By the time Nat was born, Paul was clearly the patriarch of the extended Broyard clan. With neither a father or father-in-law present, he was the oldest male in the family. He’d already been serving for the previous fifteen years as the surrogate father for his five younger brothers. When all of their families gathered for Sunday dinner, Paul occupied the head of the table, carving the duck that Rosa prepared and doling out the wine—two fingers apiece for Nat and his cousins. Paul’s construction business was steadily growing, particularly after his carpentry skills were showcased at the World’s Cotton Exposition held in New Orleans in 1884. Creoles of color and whites alike were hiring him for bigger and bigger buildings, for which he employed his younger brothers and cousins.
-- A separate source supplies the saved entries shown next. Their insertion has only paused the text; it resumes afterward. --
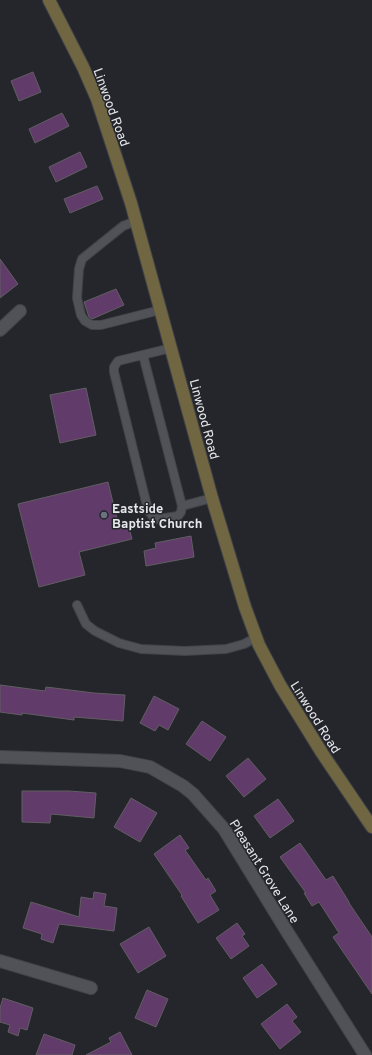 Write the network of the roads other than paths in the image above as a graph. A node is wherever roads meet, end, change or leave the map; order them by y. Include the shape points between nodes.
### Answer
1 (49, 0) edge
2 (136, 221) junction
3 (20, 310) dead end
4 (160, 310) junction
5 (0, 330) edge
6 (171, 348) junction
7 (143, 355) junction
8 (212, 498) junction
9 (182, 506) junction
10 (77, 605) dead end
11 (257, 637) junction
12 (0, 757) edge
13 (372, 827) edge
14 (0, 962) edge
15 (91, 988) dead end
16 (365, 1055) edge

1 - 2 street, Linwood Road via 97,99
2 - 4 street, Linwood Road
2 - 4 lane via 123,226 82,259 77,298 80,315 92,325 101,325
3 - 5 street
4 - 6 street, Linwood Road
6 - 7 lane
6 - 8 street, Linwood Road
7 - 9 lane
7 - 9 lane via 118,361 114,372 148,510 154,518 159,519 178,516
8 - 9 lane
8 - 11 street, Linwood Road via 245,607
10 - 11 lane via 86,624 95,631 119,643 141,649 226,649
11 - 13 street, Linwood Road via 280,685
12 - 16 street, Pleasant Grove Lane via 120,761 150,767 193,794 224,829
14 - 15 street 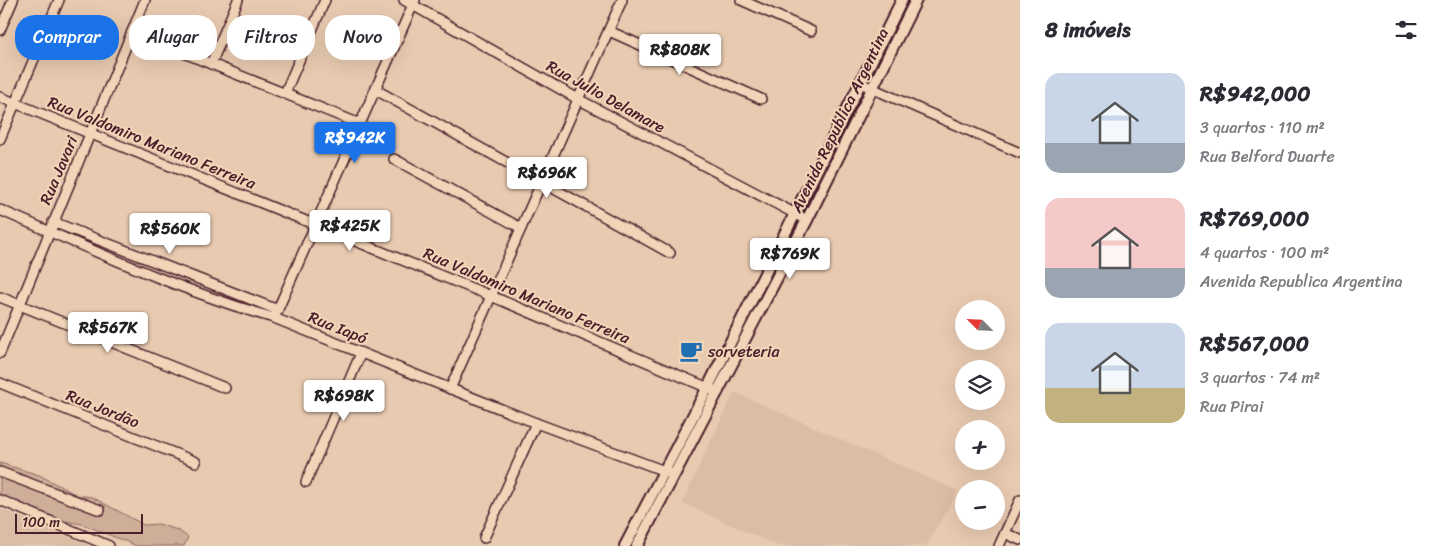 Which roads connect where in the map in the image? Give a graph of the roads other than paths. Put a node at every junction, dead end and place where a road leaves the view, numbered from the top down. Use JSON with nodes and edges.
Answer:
{"nodes":[{"id":1,"x":13,"y":0,"type":"edge"},
{"id":2,"x":59,"y":0,"type":"edge"},
{"id":3,"x":146,"y":0,"type":"edge"},
{"id":4,"x":238,"y":0,"type":"edge"},
{"id":5,"x":325,"y":0,"type":"edge"},
{"id":6,"x":404,"y":0,"type":"edge"},
{"id":7,"x":622,"y":0,"type":"edge"},
{"id":8,"x":741,"y":0,"type":"edge"},
{"id":9,"x":902,"y":0,"type":"edge"},
{"id":10,"x":916,"y":0,"type":"edge"},
{"id":11,"x":414,"y":2,"type":"edge"},
{"id":12,"x":139,"y":15,"type":"edge"},
{"id":13,"x":0,"y":30,"type":"edge"},
{"id":14,"x":609,"y":31,"type":"junction"},
{"id":15,"x":811,"y":31,"type":"dead end"},
{"id":16,"x":129,"y":39,"type":"edge"},
{"id":17,"x":201,"y":60,"type":"edge"},
{"id":18,"x":211,"y":64,"type":"junction"},
{"id":19,"x":860,"y":83,"type":"junction"},
{"id":20,"x":872,"y":88,"type":"junction"},
{"id":21,"x":376,"y":90,"type":"junction"},
{"id":22,"x":285,"y":93,"type":"junction"},
{"id":23,"x":0,"y":97,"type":"edge"},
{"id":24,"x":578,"y":99,"type":"junction"},
{"id":25,"x":761,"y":100,"type":"dead end"},
{"id":26,"x":15,"y":103,"type":"junction"},
{"id":27,"x":360,"y":124,"type":"junction"},
{"id":28,"x":90,"y":134,"type":"junction"},
{"id":29,"x":0,"y":139,"type":"edge"},
{"id":30,"x":1020,"y":154,"type":"edge"},
{"id":31,"x":394,"y":159,"type":"dead end"},
{"id":32,"x":542,"y":181,"type":"junction"},
{"id":33,"x":0,"y":210,"type":"edge"},
{"id":34,"x":795,"y":214,"type":"junction"},
{"id":35,"x":806,"y":220,"type":"junction"},
{"id":36,"x":53,"y":222,"type":"junction"},
{"id":37,"x":315,"y":225,"type":"junction"},
{"id":38,"x":521,"y":228,"type":"junction"},
{"id":39,"x":50,"y":231,"type":"junction"},
{"id":40,"x":670,"y":253,"type":"dead end"},
{"id":41,"x":491,"y":296,"type":"junction"},
{"id":42,"x":0,"y":297,"type":"edge"},
{"id":43,"x":20,"y":305,"type":"junction"},
{"id":44,"x":276,"y":314,"type":"junction"},
{"id":45,"x":0,"y":352,"type":"edge"},
{"id":46,"x":361,"y":353,"type":"junction"},
{"id":47,"x":0,"y":383,"type":"edge"},
{"id":48,"x":225,"y":388,"type":"dead end"},
{"id":49,"x":450,"y":389,"type":"junction"},
{"id":50,"x":713,"y":390,"type":"junction"},
{"id":51,"x":536,"y":423,"type":"junction"},
{"id":52,"x":196,"y":462,"type":"dead end"},
{"id":53,"x":0,"y":472,"type":"edge"},
{"id":54,"x":669,"y":473,"type":"junction"},
{"id":55,"x":306,"y":482,"type":"dead end"},
{"id":56,"x":0,"y":500,"type":"edge"},
{"id":57,"x":1020,"y":500,"type":"edge"},
{"id":58,"x":100,"y":510,"type":"dead end"},
{"id":59,"x":1005,"y":533,"type":"junction"},
{"id":60,"x":484,"y":538,"type":"dead end"},
{"id":61,"x":1020,"y":540,"type":"edge"},
{"id":62,"x":109,"y":546,"type":"edge"},
{"id":63,"x":625,"y":546,"type":"edge"},
{"id":64,"x":637,"y":546,"type":"edge"},
{"id":65,"x":999,"y":546,"type":"edge"}],
"edges":[{"from":1,"to":13,"type":"street"},
{"from":2,"to":26,"type":"street"},
{"from":3,"to":12,"type":"street","name":"Rua Javari"},
{"from":4,"to":18,"type":"street"},
{"from":5,"to":22,"type":"street"},
{"from":6,"to":11,"type":"street","name":"Rua Julio Delamare"},
{"from":7,"to":14,"type":"street"},
{"from":8,"to":15,"type":"street"},
{"from":9,"to":19,"type":"main road","name":"Avenida Republica Argentina"},
{"from":10,"to":20,"type":"main road","name":"Avenida Republica Argentina"},
{"from":11,"to":21,"type":"street"},
{"from":11,"to":24,"type":"street","name":"Rua Julio Delamare"},
{"from":14,"to":24,"type":"street"},
{"from":14,"to":25,"type":"street"},
{"from":16,"to":28,"type":"street","name":"Rua Javari"},
{"from":17,"to":18,"type":"street"},
{"from":18,"to":22,"type":"street"},
{"from":19,"to":20,"type":"street"},
{"from":19,"to":34,"type":"main road","name":"Avenida Republica Argentina"},
{"from":20,"to":30,"type":"street"},
{"from":20,"to":35,"type":"main road","name":"Avenida Republica Argentina"},
{"from":21,"to":27,"type":"street"},
{"from":21,"to":32,"type":"street"},
{"from":22,"to":27,"type":"street"},
{"from":23,"to":26,"type":"street","name":"Rua Valdomiro Mariano Ferreira"},
{"from":24,"to":32,"type":"street"},
{"from":24,"to":34,"type":"street","name":"Rua Julio Delamare"},
{"from":26,"to":28,"type":"street","name":"Rua Valdomiro Mariano Ferreira"},
{"from":26,"to":29,"type":"street"},
{"from":27,"to":37,"type":"street"},
{"from":28,"to":36,"type":"street","name":"Rua Javari"},
{"from":28,"to":37,"type":"street","name":"Rua Valdomiro Mariano Ferreira"},
{"from":31,"to":38,"type":"street"},
{"from":32,"to":38,"type":"street"},
{"from":32,"to":40,"type":"street"},
{"from":33,"to":39,"type":"street","name":"Rua Iapó"},
{"from":34,"to":35,"type":"street","name":"Rua Julio Delamare"},
{"from":34,"to":50,"type":"main road","name":"Avenida Republica Argentina"},
{"from":35,"to":50,"type":"main road","name":"Avenida Republica Argentina"},
{"from":36,"to":39,"type":"street","name":"Rua Javari"},
{"from":36,"to":44,"type":"street","name":"Rua Iapó"},
{"from":37,"to":41,"type":"street","name":"Rua Valdomiro Mariano Ferreira"},
{"from":37,"to":44,"type":"street"},
{"from":38,"to":41,"type":"street"},
{"from":39,"to":43,"type":"street","name":"Rua Javari"},
{"from":39,"to":44,"type":"street","name":"Rua Iapó"},
{"from":41,"to":49,"type":"street"},
{"from":41,"to":50,"type":"street","name":"Rua Valdomiro Mariano Ferreira"},
{"from":42,"to":43,"type":"street"},
{"from":43,"to":45,"type":"street","name":"Rua Javari"},
{"from":43,"to":48,"type":"street"},
{"from":44,"to":46,"type":"street","name":"Rua Iapó"},
{"from":46,"to":49,"type":"street","name":"Rua Iapó"},
{"from":46,"to":55,"type":"street"},
{"from":47,"to":52,"type":"street","name":"Rua Jordão"},
{"from":49,"to":51,"type":"street","name":"Rua Iapó"},
{"from":50,"to":54,"type":"main road","name":"Avenida Republica Argentina"},
{"from":51,"to":54,"type":"street","name":"Rua Iapó"},
{"from":51,"to":60,"type":"street"},
{"from":53,"to":58,"type":"street"},
{"from":54,"to":63,"type":"main road","name":"Avenida Republica Argentina"},
{"from":54,"to":64,"type":"main road","name":"Avenida Republica Argentina"},
{"from":56,"to":62,"type":"street"},
{"from":57,"to":59,"type":"street"},
{"from":59,"to":61,"type":"street"},
{"from":59,"to":65,"type":"street"}]} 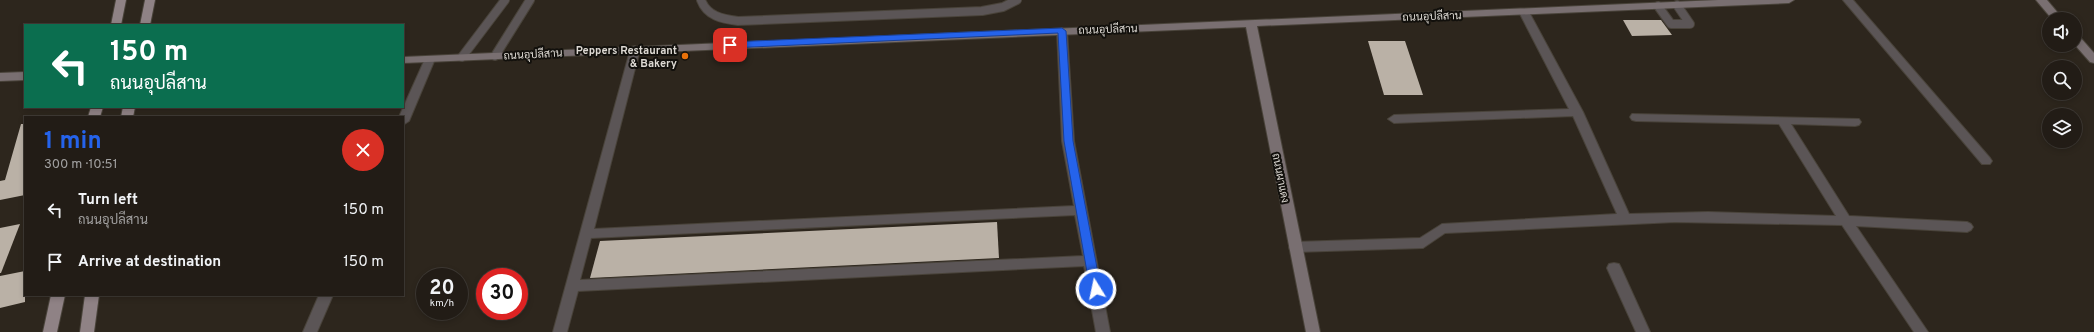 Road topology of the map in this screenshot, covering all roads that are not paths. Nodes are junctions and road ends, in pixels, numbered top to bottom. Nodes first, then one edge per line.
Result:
1 (121, 0) edge
2 (150, 0) edge
3 (505, 0) edge
4 (530, 0) edge
5 (701, 0) edge
6 (1017, 0) edge
7 (1789, 0) edge
8 (1848, 0) edge
9 (2041, 0) edge
10 (1676, 5) junction
11 (1658, 6) junction
12 (1524, 12) junction
13 (2052, 12) edge
14 (1252, 23) junction
15 (116, 24) edge
16 (145, 24) edge
17 (1062, 31) junction
18 (2082, 46) edge
19 (635, 49) junction
20 (495, 56) junction
21 (462, 58) junction
22 (430, 59) junction
23 (404, 60) edge
24 (2094, 60) edge
25 (24, 76) edge
26 (0, 78) edge
27 (1577, 112) junction
28 (1636, 117) dead end
29 (1394, 118) dead end
30 (404, 119) edge
31 (1782, 120) junction
32 (1854, 122) dead end
33 (1986, 161) dead end
34 (1082, 210) junction
35 (1625, 219) junction
36 (1845, 220) junction
37 (1967, 227) dead end
38 (586, 234) junction
39 (1295, 247) junction
40 (1090, 261) junction
41 (1614, 268) dead end
42 (572, 286) junction
43 (58, 296) edge
44 (92, 296) edge
45 (326, 296) edge
46 (50, 332) edge
47 (87, 332) edge
48 (310, 332) edge
49 (560, 332) edge
50 (1103, 332) edge
51 (1313, 332) edge
52 (1643, 332) edge
53 (1921, 332) edge

1 - 15 main road
2 - 16 main road
3 - 21 lane
4 - 20 lane
5 - 6 lane
7 - 10 main road, ถนนอุปลีสาน
8 - 33 street
9 - 13 main road
10 - 11 main road, ถนนอุปลีสาน
10 - 11 lane
11 - 12 main road, ถนนอุปลีสาน
12 - 14 main road, ถนนอุปลีสาน
12 - 27 street
14 - 17 main road, ถนนอุปลีสาน
14 - 39 main road, ถนนผาแดง
17 - 19 main road, ถนนอุปลีสาน
17 - 34 street
18 - 24 main road
19 - 20 main road, ถนนอุปลีสาน
19 - 38 street
20 - 21 main road, ถนนอุปลีสาน
21 - 22 main road, ถนนอุปลีสาน
22 - 23 main road, ถนนอุปลีสาน
22 - 30 street
25 - 26 main road
27 - 29 street
27 - 35 street
28 - 31 street
31 - 32 street
31 - 36 street
34 - 38 street
34 - 40 street
35 - 36 street
35 - 39 street
36 - 37 street
36 - 53 street
38 - 42 street
39 - 51 main road, ถนนผาแดง
40 - 42 street
40 - 50 street
41 - 52 street
42 - 49 street
43 - 46 main road
44 - 47 main road
45 - 48 street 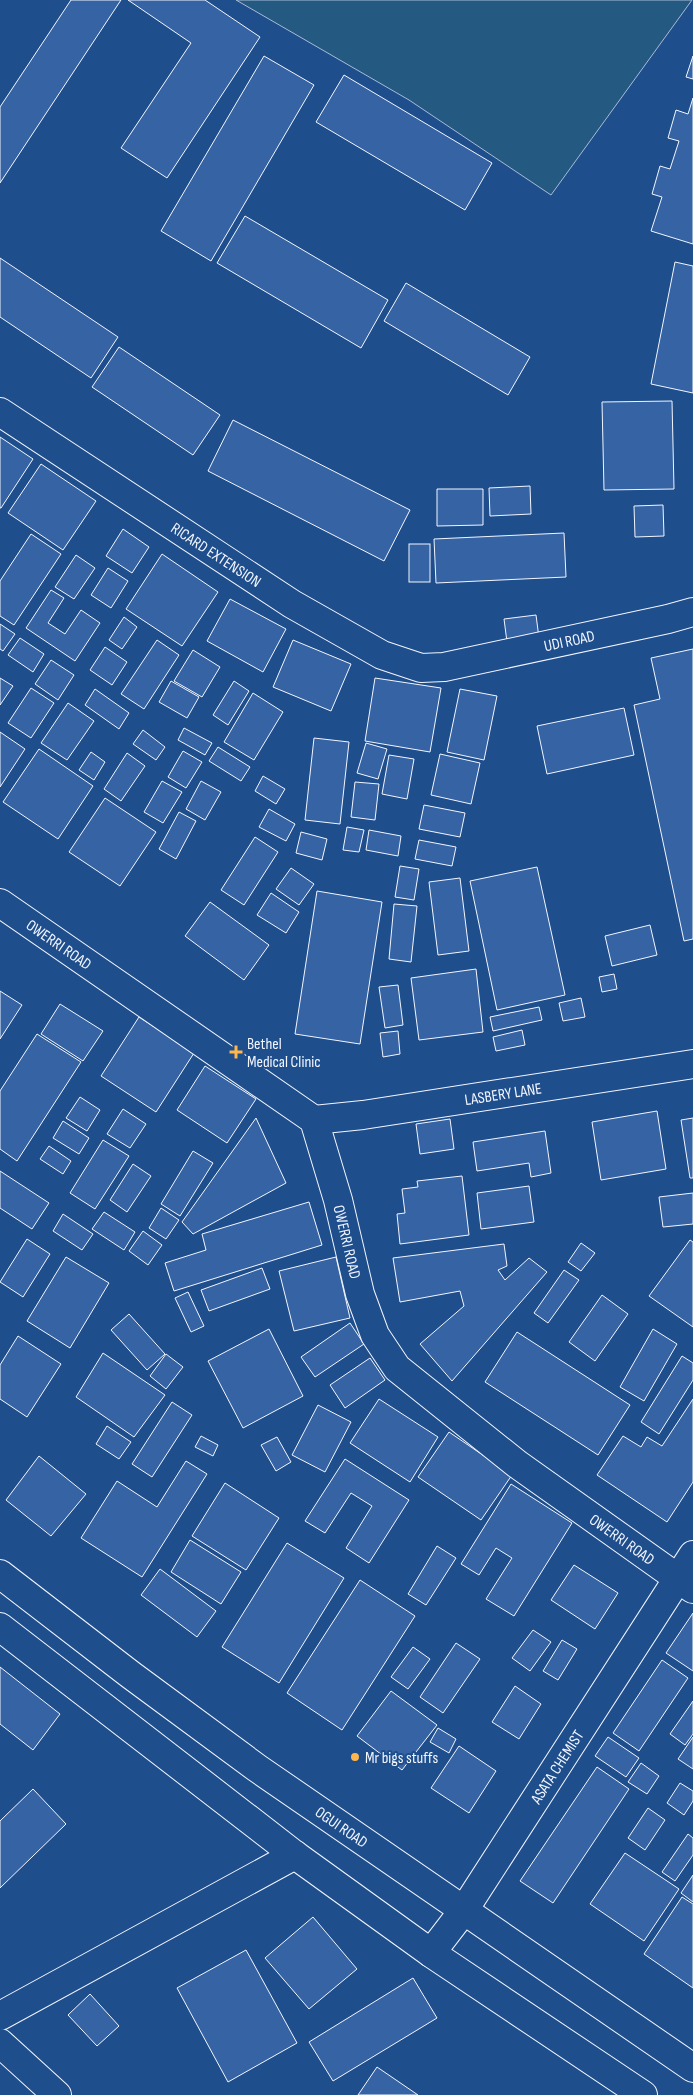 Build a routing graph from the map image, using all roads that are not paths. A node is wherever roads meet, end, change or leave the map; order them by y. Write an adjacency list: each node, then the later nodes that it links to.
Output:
1 (0, 412): 3 (street, RICARD EXTENSION)
2 (693, 612): 3 (street, UDI ROAD)
3 (444, 667)
4 (0, 903): 6 (street, OWERRI ROAD)
5 (693, 1064): 6 (street, LASBERY LANE)
6 (314, 1120): 9 (street, OWERRI ROAD)
7 (693, 1555): 9 (street, ASATA CHEMIST)
8 (0, 1574): 12 (street, OGUI ROAD)
9 (685, 1584): 12 (street, ASATA CHEMIST)
10 (0, 1627): 11 (street)
11 (295, 1855): 13 (street); 14 (street)
12 (464, 1910): 13 (street, ASATA CHEMIST); 16 (street, OGUI ROAD)
13 (432, 1953): 18 (street)
14 (0, 2016)
15 (0, 2043): 17 (street)
16 (693, 2068)
17 (57, 2095)
18 (643, 2095) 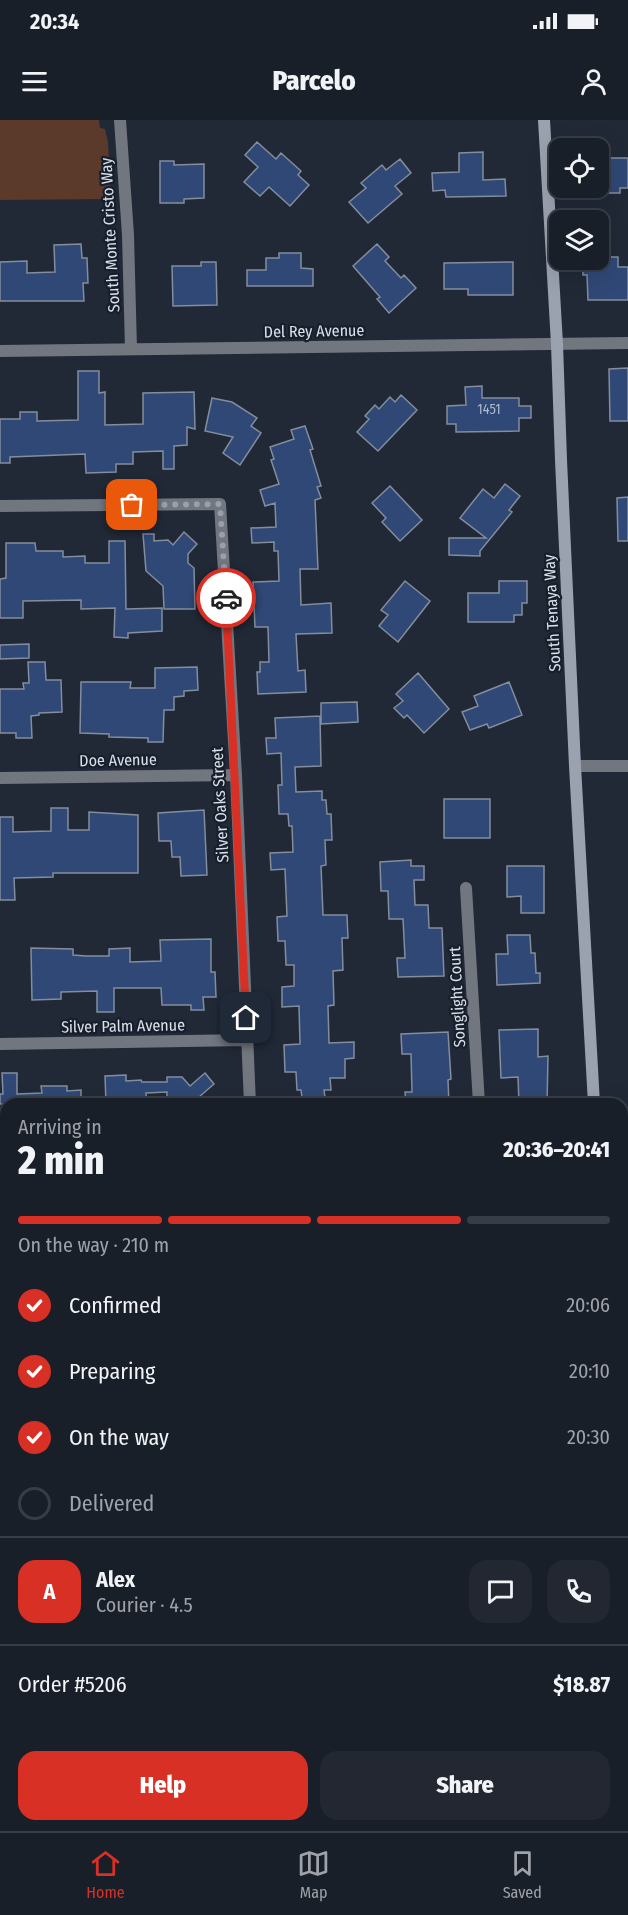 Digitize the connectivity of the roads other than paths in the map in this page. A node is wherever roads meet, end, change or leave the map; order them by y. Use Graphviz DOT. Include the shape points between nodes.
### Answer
graph roads {
  1 [pos="120,120"];
  2 [pos="544,120"];
  3 [pos="628,343"];
  4 [pos="557,344"];
  5 [pos="131,350"];
  6 [pos="0,351"];
  7 [pos="0,506"];
  8 [pos="575,766"];
  9 [pos="628,766"];
  10 [pos="236,775"];
  11 [pos="0,778"];
  12 [pos="466,888"];
  13 [pos="248,1040"];
  14 [pos="0,1044"];
  15 [pos="250,1098"];
  16 [pos="479,1098"];
  17 [pos="594,1098"];
  1 -- 5 [label="street, South Monte Cristo Way"];
  2 -- 4 [label="street, South Tenaya Way"];
  3 -- 4 [label="street, Del Rey Avenue"];
  4 -- 5 [label="street, Del Rey Avenue"];
  4 -- 8 [label="street, South Tenaya Way"];
  5 -- 6 [label="street, Del Rey Avenue"];
  7 -- 10 [label="street, Silver Oaks Street" via="220,504"];
  8 -- 9 [label="street"];
  8 -- 17 [label="street, South Tenaya Way"];
  10 -- 11 [label="street, Doe Avenue"];
  10 -- 13 [label="street, Silver Oaks Street"];
  12 -- 16 [label="street, Songlight Court"];
  13 -- 14 [label="street, Silver Palm Avenue"];
  13 -- 15 [label="street, Silver Oaks Street"];
}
During the early 1890s, Paul also became involved in politics, joining the new generation of Creole radicals who’d begun to fight back against the ascendance of white supremacy in the state. For most of the decade, Paul served as Republican president for the Fifth Ward, which included the Creole neighborhood of Tremé. In this elected position, he participated in every aspect of the political process: from electing delegates to the Republican state convention, to leading party meetings and setting party platforms, to securing polling sites and running the primaries. Paul also served on the Republican Party’s state central committee, which was responsible for assembling the state tickets.
During his period of political activity, Paul focused particularly on uniting the disparate parts of the Republican Party. The Reconstruction-era division between American blacks and the Creoles of color had persisted. At the same time, white planters, unhappy with the Democratic Party’s antiprotectionism policies, began entering the Republican fold, along with poorer whites who were fed up with a governing style that favored the wealthy. Although the white newcomers to the Republican Party had to be coaxed into supporting the Negroes’ fight for equality, Paul worked to make room for them, recognizing that an interracial coalition was the party’s only chance to win back control of the South. His efforts very nearly paid off.
When Nat was grown and had children himself, he often told stories about his father, but he never mentioned Paul’s political activity. The ultimately disappointing outcome might have made him reluctant to share these memories, or else he was too young to understand anything more than that his father seemed to be always busy.
By day Paul was supervising hundreds of men (black and white) in the construction of some of the most elegant and modern buildings the city had ever seen. A few weeks before Christmas in 1893, when Nat was four, Paul completed the Grunewald, New Orleans’s first “modern” luxury hotel. The 250-room property boasted two elevators, its own electric plant, steam heating, an interior finished in carved cypress, and a roof garden big enough to accommodate three thousand people. The following year Paul was hired to build the southern headquarters for Liverpool & London & Globe Insurance, the largest insurance company in the city.
By night Paul ran from one political rally to another, meeting with everyone from other colored Republicans to the recently converted white planters to U.S. senators who came to New Orleans as representatives of the national Republican Party. As a ward president, Paul also played a hand in doling out federal patronage, such as jobs at the post office and customhouse or contracts for federal buildings or roads. Along with the work generated by his construction firm—which oversaw budgets up to $250,000 (almost $5 million today) and crews of as many as 250 men—my great-grandfather was in the position to improve many people’s fortunes.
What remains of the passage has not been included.